Lots of corporations talk a good green game, but Google, the internet information giant, is using its checkbook to make environmental news.
The Guardian reported today that :
“Google is officially in the green energy business. The search giant announced on Tuesday that its Google Energy subsidiary signed a 20-year power purchase agreement with NextEra Energy. Google will begin buying 114 megawatts of electricity from an Iowa wind farm on July 30.
Google, of course, cannot directly use the clean green energy generated by the wind farm; that power goes into the local grid. So Google Energy will sell the power on the regional spot market, where utilities and electricity retailers go to buy power when demand spikes and they have a shortfall. Google will use the revenue from spot market sales to buy renewable energy certificates (RECs) which will offset its greenhouse gas emissions.Many companies buy RECs in an attempt to be carbon neutral, obtaining them from third-party brokers. But by purchasing RECs directly tied to the renewable energy it is also buying, Google is getting a bigger bang for its buck.

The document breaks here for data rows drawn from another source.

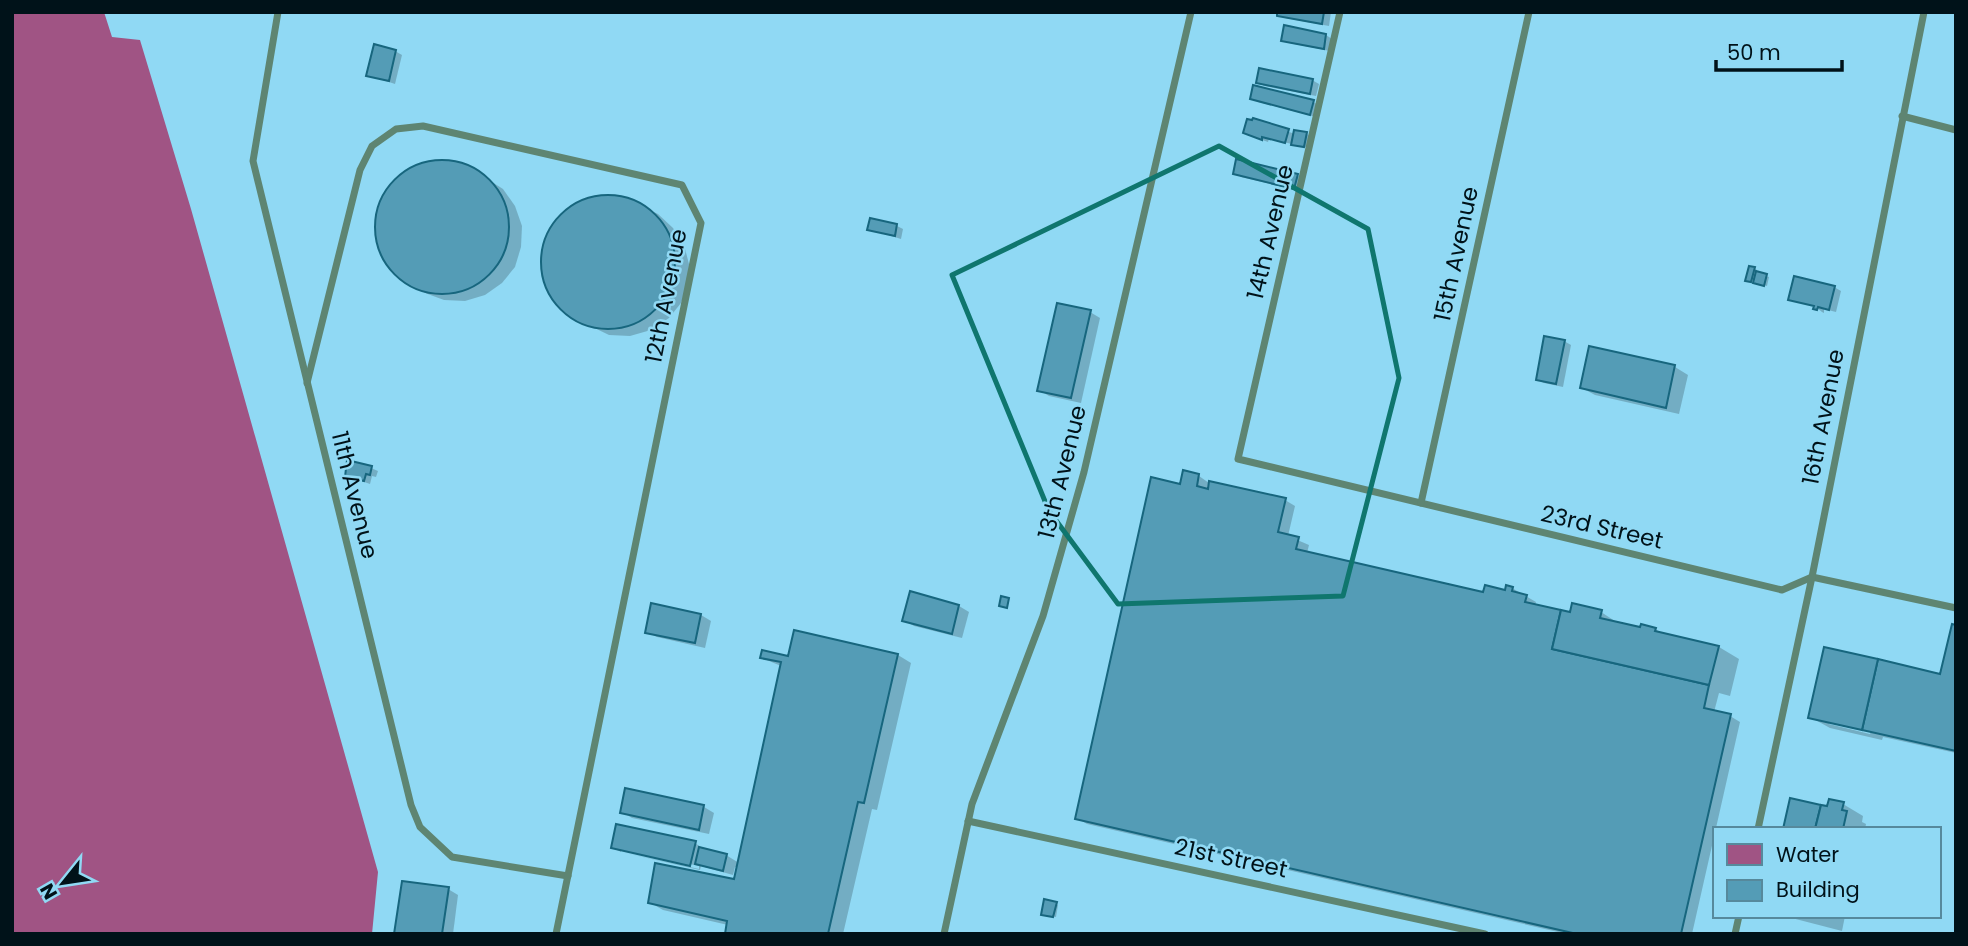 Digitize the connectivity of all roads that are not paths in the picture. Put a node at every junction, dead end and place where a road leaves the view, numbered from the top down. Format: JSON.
{"nodes":[{"id":1,"x":278,"y":12,"type":"edge"},
{"id":2,"x":1191,"y":12,"type":"edge"},
{"id":3,"x":1340,"y":12,"type":"edge"},
{"id":4,"x":1529,"y":12,"type":"edge"},
{"id":5,"x":1924,"y":12,"type":"edge"},
{"id":6,"x":1902,"y":116,"type":"junction"},
{"id":7,"x":1956,"y":130,"type":"edge"},
{"id":8,"x":307,"y":383,"type":"junction"},
{"id":9,"x":1238,"y":459,"type":"joint"},
{"id":10,"x":1421,"y":503,"type":"junction"},
{"id":11,"x":1812,"y":578,"type":"junction"},
{"id":12,"x":1956,"y":608,"type":"edge"},
{"id":13,"x":968,"y":821,"type":"junction"},
{"id":14,"x":1758,"y":827,"type":"edge"},
{"id":15,"x":568,"y":876,"type":"junction"},
{"id":16,"x":556,"y":934,"type":"edge"},
{"id":17,"x":944,"y":934,"type":"edge"},
{"id":18,"x":1485,"y":934,"type":"edge"}],
"edges":[{"from":1,"to":8,"type":"lane","name":"11th Avenue"},
{"from":2,"to":13,"type":"lane","name":"13th Avenue"},
{"from":3,"to":9,"type":"lane","name":"14th Avenue"},
{"from":4,"to":10,"type":"lane","name":"15th Avenue"},
{"from":5,"to":6,"type":"lane","name":"16th Avenue"},
{"from":6,"to":7,"type":"lane"},
{"from":6,"to":11,"type":"lane","name":"16th Avenue"},
{"from":8,"to":15,"type":"lane","name":"11th Avenue"},
{"from":8,"to":15,"type":"lane","name":"12th Avenue"},
{"from":9,"to":10,"type":"lane","name":"23rd Street"},
{"from":10,"to":11,"type":"lane","name":"23rd Street"},
{"from":11,"to":12,"type":"lane"},
{"from":11,"to":14,"type":"lane","name":"16th Avenue"},
{"from":13,"to":17,"type":"lane","name":"13th Avenue"},
{"from":13,"to":18,"type":"lane","name":"21st Street"},
{"from":15,"to":16,"type":"lane","name":"12th Avenue"}]}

“By contracting to purchase so much energy for so long, we’re giving the developer of the wind farm financial certainty to build additional clean energy projects,” Urs Hoelzle, Google’s senior vice president for operations, wrote on a blog post Tuesday.
“The inability of renewable energy developers to obtain financing has been a significant inhibitor to the expansion of renewable energy,” he added. “We’ve been excited about this deal because taking 114 megawatts of wind power off the market for so long means producers have the incentive and means to build more renewable energy capacity for other customers.”
In a statement on its site, Google also noted that its motivations for signing long-term renewable energy contracts are not entirely altruistic.
“Through the long term purchase of renewable energy at a predetermined price, we’re partially protecting ourselves against future increases in power prices,” the company stated. “This is a case where buying green makes business sense.”
NextEra Energy Resources, the company that will supply Google with its wind power, is itself an alternative energy success story, having expanded its wind fleet from fewer than 500 megawatts a decade ago to more than 7,600 megawatts–the largest wind fleet in North America today.
NextEra hs more than 9,000 wind turbines in operation at 77 wind farms in 17 states and Canada. It boasts that the wind energy it generated in 2009 was he equivalent of removing some 2.4 million cars from the road.
Google’s green energy purchase will come from NextEra’s Story II Wind Energy Center in operation in Story and Hardin counties in Iowa. The company says in a news release that it has “nearly 700 wind turbines in operation in Iowa with a nameplate capacity of more than 1,000 megawatts that are capable of generating enough power to serve more than 250,000 average homes.”